So when he asked for the long-sleeved shirt, I paused and then asked, “Hey buddy, are you worried about school and maybe anxious about your hand?” He asked what anxious meant and I told him it was like being nervous or not knowing what people would think or wondering if they would look at it. And he said that yes, he was anxious about it. And so I told him he could wear a long-sleeved shirt if he wanted but that people were only curious about his little hand because they didn’t have one of their own and maybe they wondered how he had one (reminding him again that I loved his little hand and that we are all different). And I asked him what he tells people when they ask about it and he repeated, “I just say, that’s how God made me. I was born that way.” And then we revisited the Lucky Fin Project’s Facebook page and I showed him pictures of the kids and adults on there who were going to school just like him and doing lots of other activities. I remembered that there was a post from Jordan at Born Just Right about her advice for kids like her going to school. So we watched the video and read her books that she gives to the kids in her class before she starts school. And once again – what a gift that community is to us! Jack didn’t change his mind about the long-sleeved shirt, but I could tell he was less anxious about it and more ready to face the day than he had been 15 minutes prior. (And after Jordan’s video, he asked to watch all the videos the Holderness family has created – they are super entertaining and we have watched them so very many times, but they have nothing to do with limb differences.)

I wish he wasn’t anxious about school in any way but I certainly wish he wasn’t anxious about his hand at the same time I also know it’s only natural for him to feel that way. Jack’s old enough to notice the stares (which quite frankly stink – it’s so much better to just ask a question rather than obviously stare) and he gets frustrated when he can’t do something the same way or as easily as his brother (like monkey bars – which can be done, it will just take perseverance which he has in spades). At his request, he and I both went and talked to his teacher together, with me guiding him to tell her what we’ve taught him to say about his hand. “I was born that way. It’s the way God made me.” And then he showed her that he can bounce balls and clap and do all the things any other kindergartener can do (this was right before he stole plastic coins out of her toy cash register). I will email her all the info I normally tell his teachers and we’ll go from there. We have prepared him the very best we could for the first day of school and I just pray that he makes a new friend or two quickly and isn’t held back by any thoughts of his little hand.
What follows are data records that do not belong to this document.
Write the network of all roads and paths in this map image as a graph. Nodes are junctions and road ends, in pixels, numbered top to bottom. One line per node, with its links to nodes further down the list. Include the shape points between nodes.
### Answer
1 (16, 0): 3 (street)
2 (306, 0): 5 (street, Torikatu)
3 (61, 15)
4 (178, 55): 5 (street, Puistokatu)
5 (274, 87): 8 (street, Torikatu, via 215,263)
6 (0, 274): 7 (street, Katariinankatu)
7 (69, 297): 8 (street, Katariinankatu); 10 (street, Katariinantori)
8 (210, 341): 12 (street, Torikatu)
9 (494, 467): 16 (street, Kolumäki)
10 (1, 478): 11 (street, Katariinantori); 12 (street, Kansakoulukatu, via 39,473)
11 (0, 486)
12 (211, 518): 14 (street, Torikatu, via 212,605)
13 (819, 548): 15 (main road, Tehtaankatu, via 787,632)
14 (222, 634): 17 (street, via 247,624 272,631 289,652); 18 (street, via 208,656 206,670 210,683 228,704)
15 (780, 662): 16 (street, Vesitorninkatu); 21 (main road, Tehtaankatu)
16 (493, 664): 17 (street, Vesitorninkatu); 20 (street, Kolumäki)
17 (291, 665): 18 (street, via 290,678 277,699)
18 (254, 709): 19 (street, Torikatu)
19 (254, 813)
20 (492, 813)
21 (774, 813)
Ironically, his little hand really isn’t the first thing you notice about him. In fact, it isn’t something people always notice at all… it can take many months of seeing him before many adults take note. I think this is two-part, the first being because it truly does not hold him back – there is absolutely no “dis” in his ability, he is simply differently-abled when it comes to certain things like bike riding, monkey bags and swinging tennis rackets. And second, he does try not to draw attention to it – he certainly doesn’t introduce himself by waving his little hand in people’s faces and often tucks it behind him or up into his sleeve. On this last point, I’d love to see a change in him… I mean the kid doesn’t lack for self-confidence, so I’d love to see him more outwardly proud of that little hand – not hiding it when he’s in new situations.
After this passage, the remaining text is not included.